• [Requirement]: Please write out only the lines running from the one with "pinky dip: (1238, 823)" through the last line of the listing, each exactly as given.

Data provided: Begin

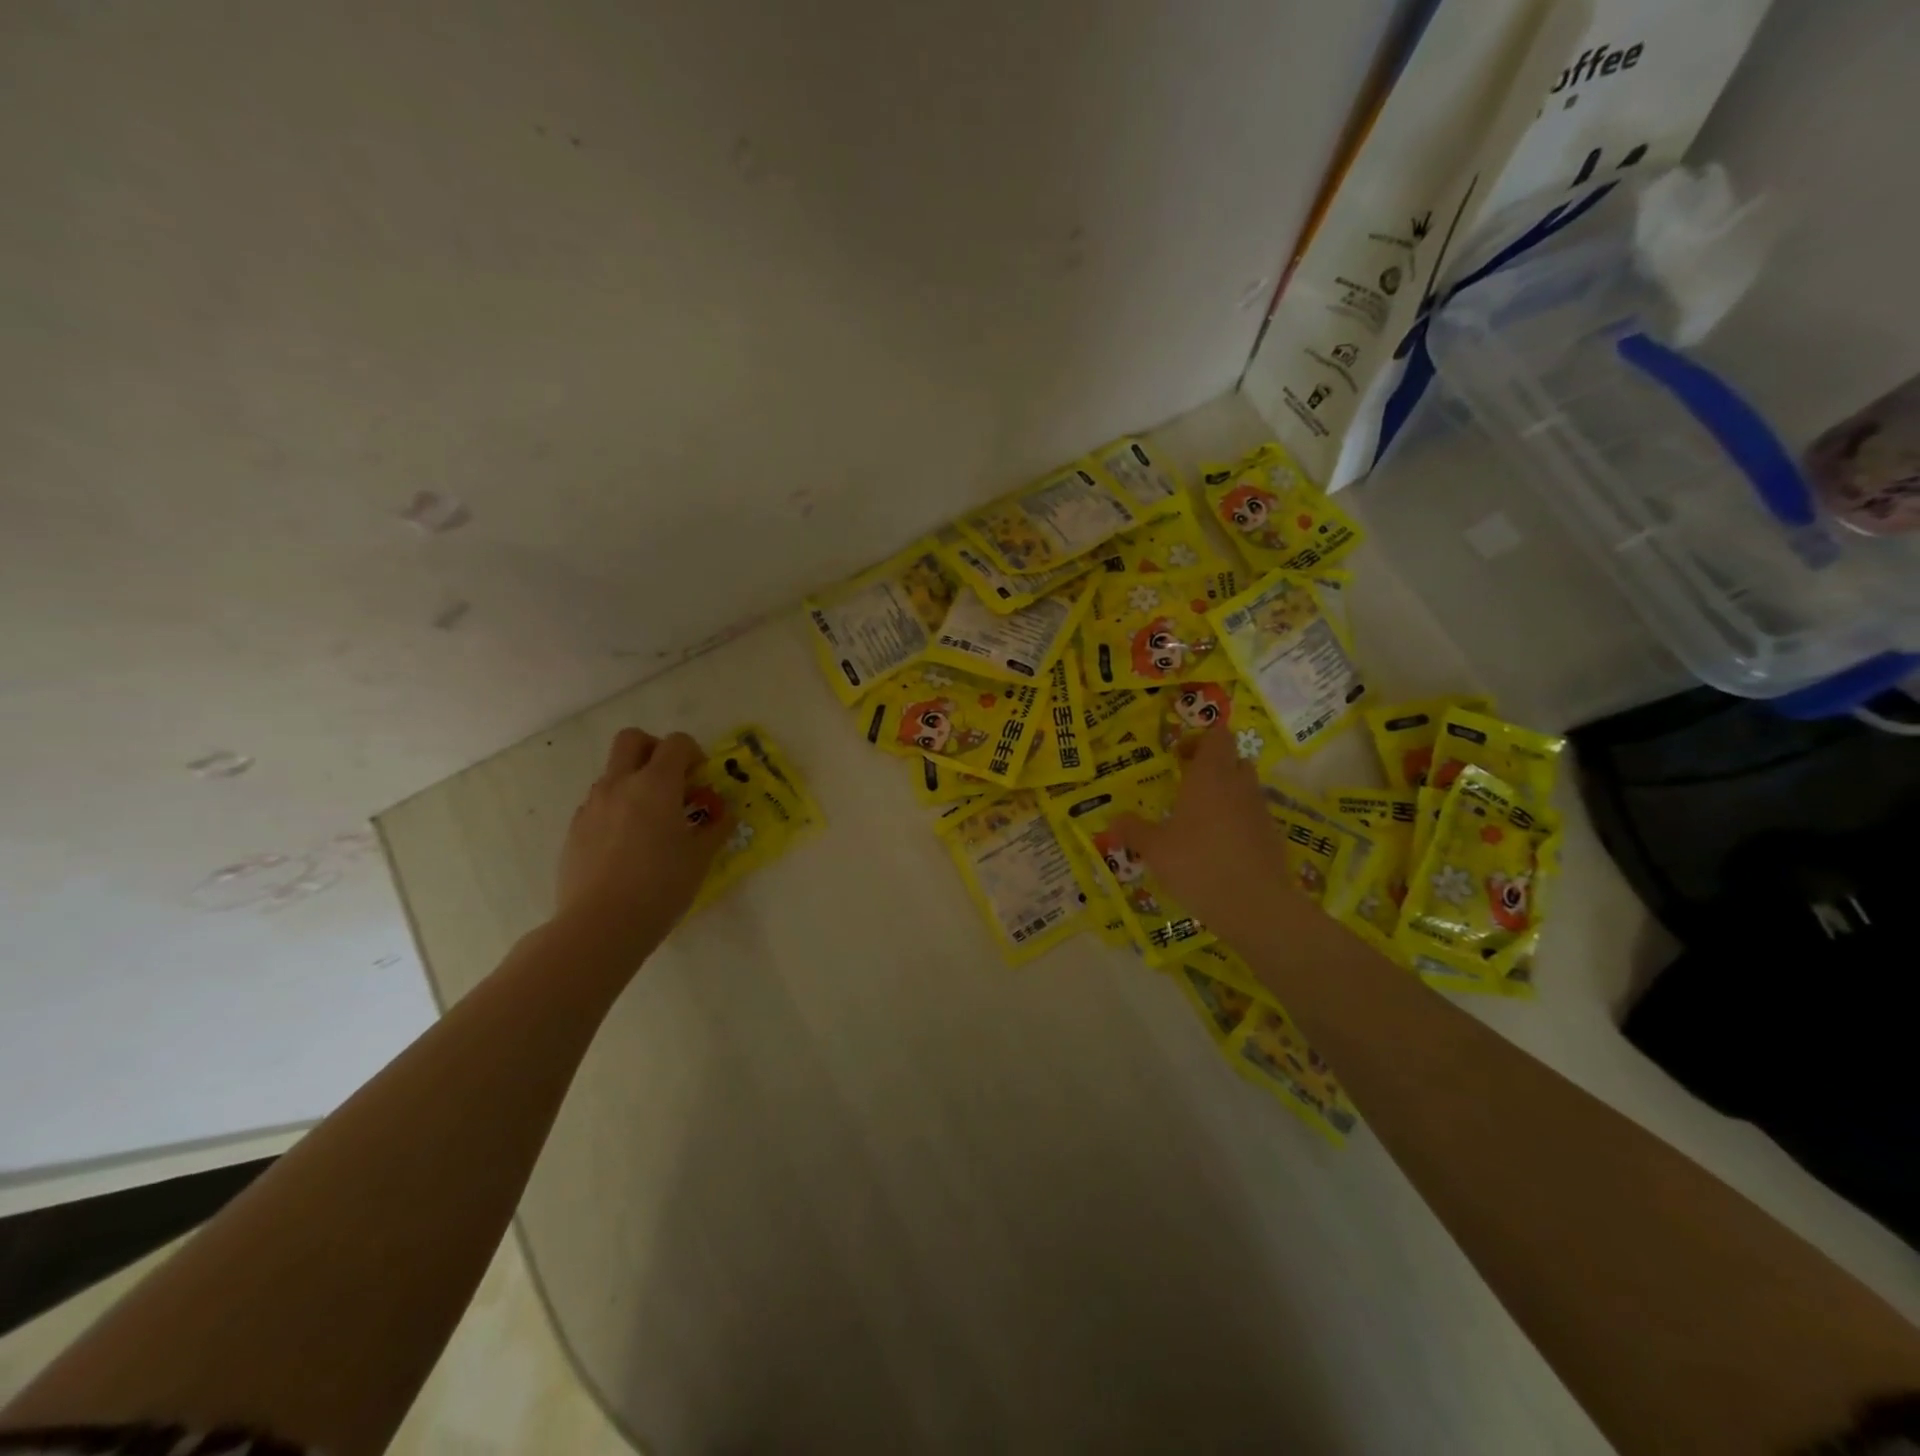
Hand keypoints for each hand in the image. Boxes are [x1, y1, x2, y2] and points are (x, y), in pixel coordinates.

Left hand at [556, 728, 724, 948]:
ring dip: (634, 781)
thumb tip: (725, 815)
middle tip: (672, 779)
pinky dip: (617, 808)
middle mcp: (620, 785)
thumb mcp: (700, 858)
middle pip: (632, 740)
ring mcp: (592, 806)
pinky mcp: (575, 829)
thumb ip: (716, 829)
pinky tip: (628, 845)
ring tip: (652, 820)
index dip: (693, 753)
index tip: (701, 779)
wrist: (600, 925)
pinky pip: (599, 803)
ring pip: (613, 772)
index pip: (676, 744)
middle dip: (655, 749)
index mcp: (656, 785)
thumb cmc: (660, 887)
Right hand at [1112, 726, 1297, 942]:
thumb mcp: (1154, 849)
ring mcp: (1260, 811)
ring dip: (1226, 795)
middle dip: (1213, 766)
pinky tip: (1219, 848)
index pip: (1218, 736)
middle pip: (1233, 759)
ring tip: (1199, 820)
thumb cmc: (1198, 865)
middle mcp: (1239, 785)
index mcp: (1210, 776)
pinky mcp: (1272, 837)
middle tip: (1186, 786)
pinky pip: (1253, 817)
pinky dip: (1238, 823)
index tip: (1180, 756)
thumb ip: (1133, 830)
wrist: (1255, 906)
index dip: (1201, 739)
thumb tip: (1114, 819)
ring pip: (1245, 788)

Data provided: End

• [Expected answer]:
pinky dip: (1238, 823)
index tip: (1180, 756)
thumb ip: (1133, 830)
wrist: (1255, 906)
index dip: (1201, 739)
thumb tip: (1114, 819)
ring pip: (1245, 788)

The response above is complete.